Products are made up of Parts. A Part can be used in more than one Product, and most Products employ more than one Part. I think that a normal many-to-many resolution table can satisfy this requirement (mostly--I'll revisit this in a minute). I'll call this Product-Part.
The "fun" part is that many Parts are also made up of Parts. Once again, a given Part may be used in more than one parent Part (even within a single Product). Not only that, I think that I have to treat the number of recursion levels as effectively arbitrary.
I can capture the relations with a m-to-m resolution from Parts back to Parts, relating each non-root Part to its immediate parent part, but I have the sneaking suspicion that I may be setting myself up for grief if I stop there. I'll call this Part-Part. Several questions occur to me:
Am I borrowing trouble by wondering about this? In other words, should I just implement the two resolution tables as outlined above, and stop worrying?
Should I also create Part-Part rows for all the ancestors of each non-root Part, with an extra column in the table to store the number of generations?
Should Product-Part contain rows for every Part in the Product, or just the root Parts? If it's all Parts, would a generation indicator be useful?
I have (just today, from the Related Questions), taken a look at the Nested Set design approach. It looks like it could simplify some of the requirements (particularly on the reporting side), but thinking about generating the tree during the import of hundreds (occasionally thousands) of Parts in a Product import is giving me nightmares before I even get to sleep. Am I better off biting that bullet and going forward this way?
In addition to the specific questions above, I'd appreciate any other comentary on the structural design, as well as hints on how to process this, either inbound or outbound (though I'm afraid I can't entertain suggestions of changing the language/DBMS environment).
Bills of materials and exploded parts lists are always so much fun. I would implement Parts as your main table, with a Boolean field to say a part is "sellable". This removes the first-level recursion difference and the redundancy of Parts that are themselves Products. Then, implement Products as a view of Parts that are sellable.

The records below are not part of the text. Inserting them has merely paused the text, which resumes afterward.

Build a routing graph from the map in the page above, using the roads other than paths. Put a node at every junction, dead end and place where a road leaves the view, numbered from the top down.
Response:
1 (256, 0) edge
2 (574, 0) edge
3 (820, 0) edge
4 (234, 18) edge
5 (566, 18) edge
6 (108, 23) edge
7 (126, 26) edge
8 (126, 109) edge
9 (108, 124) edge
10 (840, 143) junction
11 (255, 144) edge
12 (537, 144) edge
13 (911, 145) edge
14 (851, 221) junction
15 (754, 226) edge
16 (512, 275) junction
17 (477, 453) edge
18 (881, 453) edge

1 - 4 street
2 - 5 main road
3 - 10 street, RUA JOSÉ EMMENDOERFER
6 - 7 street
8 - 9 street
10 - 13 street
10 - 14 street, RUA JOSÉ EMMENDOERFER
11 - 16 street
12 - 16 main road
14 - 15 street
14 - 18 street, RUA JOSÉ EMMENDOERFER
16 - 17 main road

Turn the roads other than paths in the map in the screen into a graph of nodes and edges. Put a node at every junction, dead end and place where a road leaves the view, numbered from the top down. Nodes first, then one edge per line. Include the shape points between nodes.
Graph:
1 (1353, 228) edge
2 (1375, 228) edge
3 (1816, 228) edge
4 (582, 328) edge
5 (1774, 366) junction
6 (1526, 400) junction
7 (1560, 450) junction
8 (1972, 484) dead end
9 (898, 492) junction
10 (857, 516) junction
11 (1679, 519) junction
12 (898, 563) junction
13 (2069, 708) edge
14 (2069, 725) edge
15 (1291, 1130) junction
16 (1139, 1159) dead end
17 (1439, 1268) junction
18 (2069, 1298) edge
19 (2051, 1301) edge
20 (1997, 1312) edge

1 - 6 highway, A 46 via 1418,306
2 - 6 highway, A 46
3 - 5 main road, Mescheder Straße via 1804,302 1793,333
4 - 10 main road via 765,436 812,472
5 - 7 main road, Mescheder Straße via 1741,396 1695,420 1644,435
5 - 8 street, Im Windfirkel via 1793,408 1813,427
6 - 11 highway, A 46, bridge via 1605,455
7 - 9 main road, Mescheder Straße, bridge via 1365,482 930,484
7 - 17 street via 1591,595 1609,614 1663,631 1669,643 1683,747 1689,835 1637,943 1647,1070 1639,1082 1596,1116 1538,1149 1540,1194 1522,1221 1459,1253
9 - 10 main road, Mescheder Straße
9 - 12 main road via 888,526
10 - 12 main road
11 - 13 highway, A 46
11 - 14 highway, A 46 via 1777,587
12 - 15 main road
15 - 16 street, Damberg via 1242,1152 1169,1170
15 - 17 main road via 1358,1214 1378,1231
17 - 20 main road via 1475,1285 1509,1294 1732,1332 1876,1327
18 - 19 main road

You're on the right track with the PartPart cross-ref table. Implement a constraint on that table that says the parent Part and the child Part cannot be the same Part ID, to save yourself some headaches with infinite recursion.

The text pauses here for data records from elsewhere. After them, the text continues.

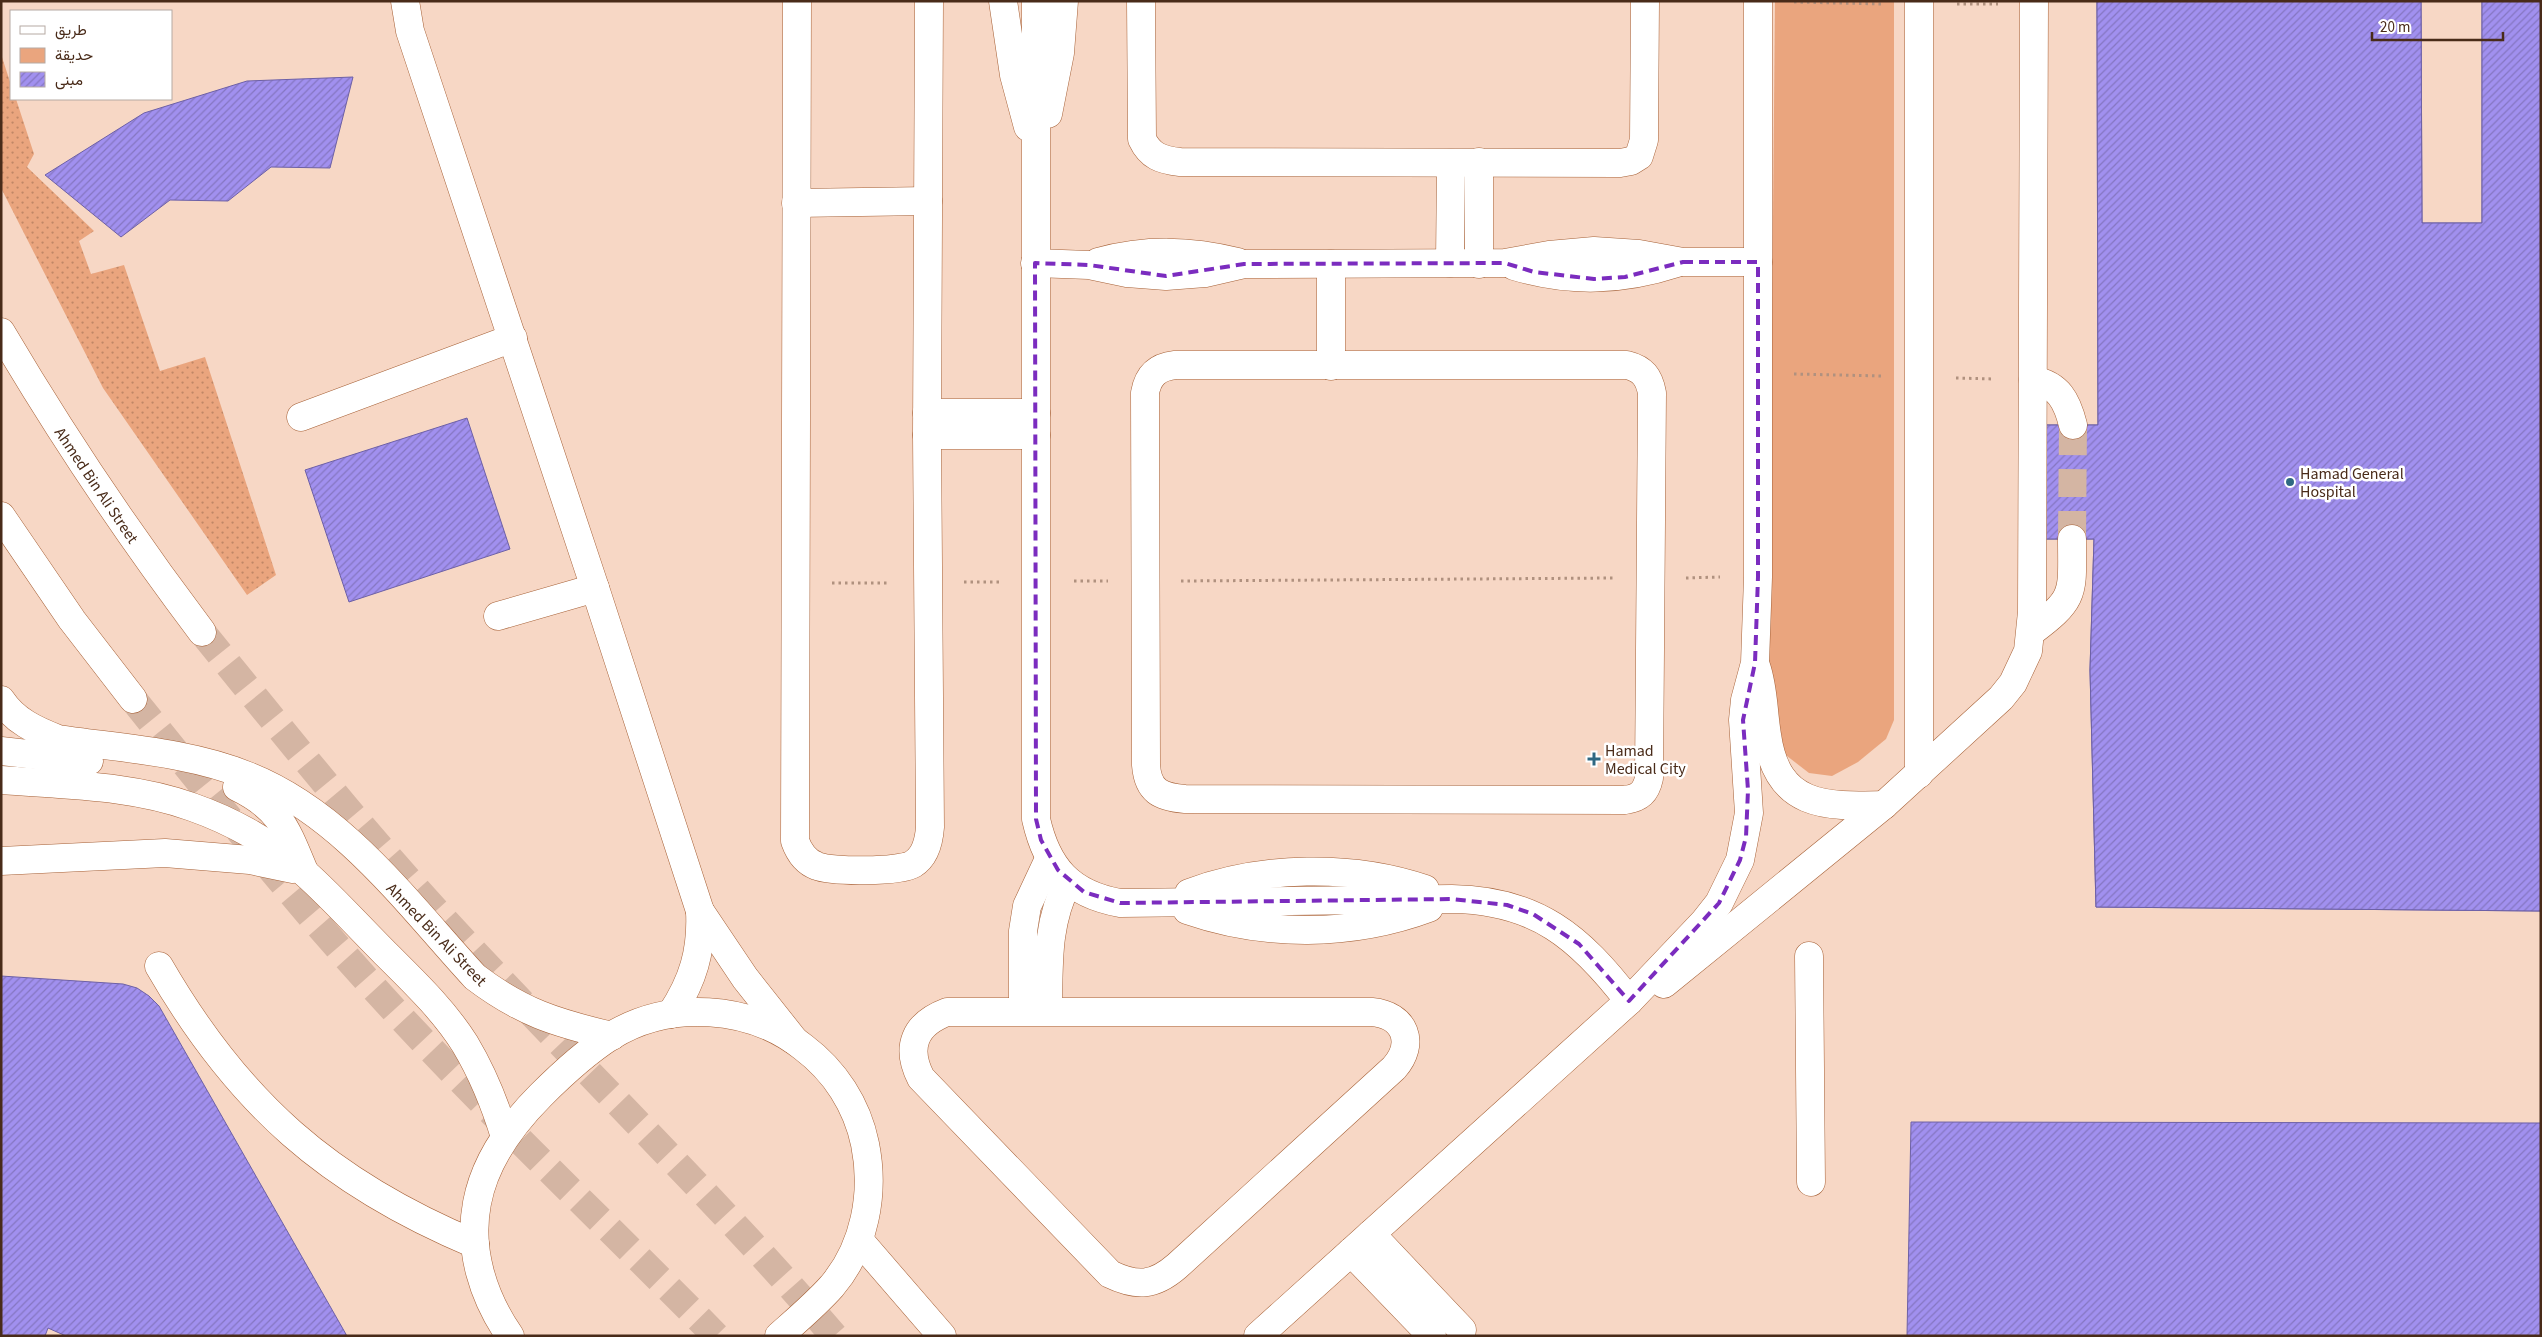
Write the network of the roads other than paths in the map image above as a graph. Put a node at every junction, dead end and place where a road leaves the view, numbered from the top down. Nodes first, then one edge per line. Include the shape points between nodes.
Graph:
1 (405, 1) edge
2 (796, 1) edge
3 (929, 1) edge
4 (1003, 1) edge
5 (1036, 1) edge
6 (1064, 1) edge
7 (1141, 1) edge
8 (1645, 1) edge
9 (1758, 1) edge
10 (1919, 1) edge
11 (2034, 1) edge
12 (1037, 151) junction
13 (1479, 162) junction
14 (1451, 163) junction
15 (928, 202) junction
16 (796, 203) junction
17 (1758, 262) junction
18 (1035, 263) junction
19 (1450, 263) junction
20 (1492, 263) junction
21 (1331, 264) junction
22 (1, 332) edge
23 (513, 338) junction
24 (1331, 366) junction
25 (2033, 380) junction
26 (301, 417) dead end
27 (927, 424) junction
28 (1036, 424) junction
29 (2073, 425) tunnel mouth
30 (1, 516) edge
31 (2072, 539) tunnel mouth
32 (596, 588) junction
33 (498, 616) dead end
34 (202, 632) tunnel mouth
35 (2032, 632) junction
36 (1755, 662) junction
37 (134, 699) tunnel mouth
38 (1, 700) edge
39 (1, 751) edge
40 (1919, 774) junction
41 (1, 780) edge
42 (281, 803) junction
43 (1884, 805) junction
44 (1049, 859) junction
45 (1, 861) edge
46 (304, 872) junction
47 (1068, 881) junction
48 (700, 912) junction
49 (1809, 956) dead end
50 (159, 966) dead end
51 (1629, 1001) junction
52 (1035, 1011) junction
53 (671, 1014) junction
54 (612, 1036) junction
55 (794, 1040) junction
56 (505, 1137) junction
57 (1811, 1182) dead end
58 (1371, 1234) junction
59 (858, 1240) junction
60 (475, 1244) junction
61 (1351, 1252) junction
62 (1462, 1330) dead end
63 (510, 1336) edge
64 (779, 1336) edge
65 (942, 1336) edge
66 (1258, 1336) edge
67 (1432, 1336) edge

1 - 23 street via 410,31
2 - 16 street
3 - 15 street
4 - 12 street via 1014,75 1023,114
5 - 12 street
6 - 12 street via 1055,86
7 - 14 street via 1142,139 1147,150 1157,158 1180,162
8 - 13 street via 1644,140 1639,156 1620,163
9 - 17 street
10 - 40 street
11 - 25 street
12 - 18 street
13 - 14 street
13 - 20 street
14 - 19 street
15 - 16 street
15 - 27 street
16 - 27 street via 795,841 806,860 826,869 902,868 917,861 927,847
17 - 20 street via 1683,262 1639,254 1594,252
17 - 36 street
18 - 21 street via 1089,265 1127,254 1166,251 1206,254 1244,264
18 - 28 street
19 - 20 street
19 - 21 street
21 - 24 street
22 - 34 street, Ahmed Bin Ali Street via 93,481
23 - 26 street
23 - 32 street
24 - 24 street via 1175,365 1166,366 1150,376 1145,393 1147,777 1152,787 1161,795 1185,799 1625,800 1635,799 1644,793 1648,778 1652,392 1648,378 1637,367 1627,365
25 - 29 street via 2054,388 2066,402
25 - 35 street
27 - 28 street
28 - 44 street via 1036,819
30 - 37 street via 72,620
31 - 35 street via 2072,581 2068,597 2059,612
32 - 33 street
32 - 48 street
35 - 40 street via 2022,667 2001,698
36 - 43 street via 1764,698 1769,749 1782,780 1794,792 1824,805
36 - 51 street via 1743,720 1749,814 1740,860 1719,903
38 - 42 street via 20,720 38,732 58,739 202,761 247,775
39 - 42 street via 190,772
40 - 43 street
41 - 46 street via 91,787 154,796 191,807 260,840
42 - 46 street
42 - 54 street, Ahmed Bin Ali Street via 317,814 358,849 475,977 496,993 544,1018
43 - 51 street via 1674,978
44 - 47 street
44 - 52 street via 1027,906 1022,930
45 - 46 street via 165,853 250,860
46 - 56 street via 443,1014 481,1073
47 - 51 street via 1101,899 1120,903 1480,899 1533,914 1557,928 1598,963
47 - 52 street via 1059,899 1049,937
48 - 53 street via 699,955 684,996
48 - 55 street via 745,978
49 - 57 street
50 - 60 street via 210,1047 273,1118 317,1155 389,1203 431,1226
51 - 58 street
52 - 52 street via 947,1012 934,1017 916,1038 914,1065 921,1078 1110,1274 1137,1283 1152,1282 1166,1276 1394,1068 1403,1057 1406,1044 1404,1031 1385,1013
53 - 54 street
53 - 55 street via 723,1013 748,1018
54 - 56 street via 555,1081
55 - 59 street via 817,1057 836,1079 851,1102 862,1129 870,1185 867,1212
56 - 60 street via 482,1183 477,1203
58 - 61 street
58 - 62 street
59 - 64 street via 833,1285
59 - 65 street
60 - 63 street via 486,1292
61 - 66 street
61 - 67 street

Generational differences between BOMs can be maintained by creating a new Part at the level of the actual change, and in any higher levels in which the change must be accomodated (if you want to say that this new Part, as part of its parent hierarchy, results in a new Product). Then update the reference tree of any Part levels that weren't revised in this generational change (to maintain Parts and Products that should not change generationally if a child does). To avoid orphans (unreferenced Parts records that are unreachable from the top level), Parts can reference their predecessor directly, creating a linked list of ancestors.
This is a very complex web, to be sure; persisting tree-like structures of similarly-represented objects usually are. But, if you're smart about implementing constraints to enforce referential integrity and avoid infinite recursion, I think it'll be manageable.
I would have one part table for atomic parts, then a superpart table with a superpartID and its related subparts. Then you can have a product/superpart table.
If a part is also a superpart, then you just have one row for the superpartID with the same partID.
Maybe 'component' is a better term than superpart. Components could be reused in larger components, for example.
You can find sample Bill of Materials database schemas at
http://www.databaseanswers.org/data_models/
The website offers Access applications for some of the models. Check with the author of the website.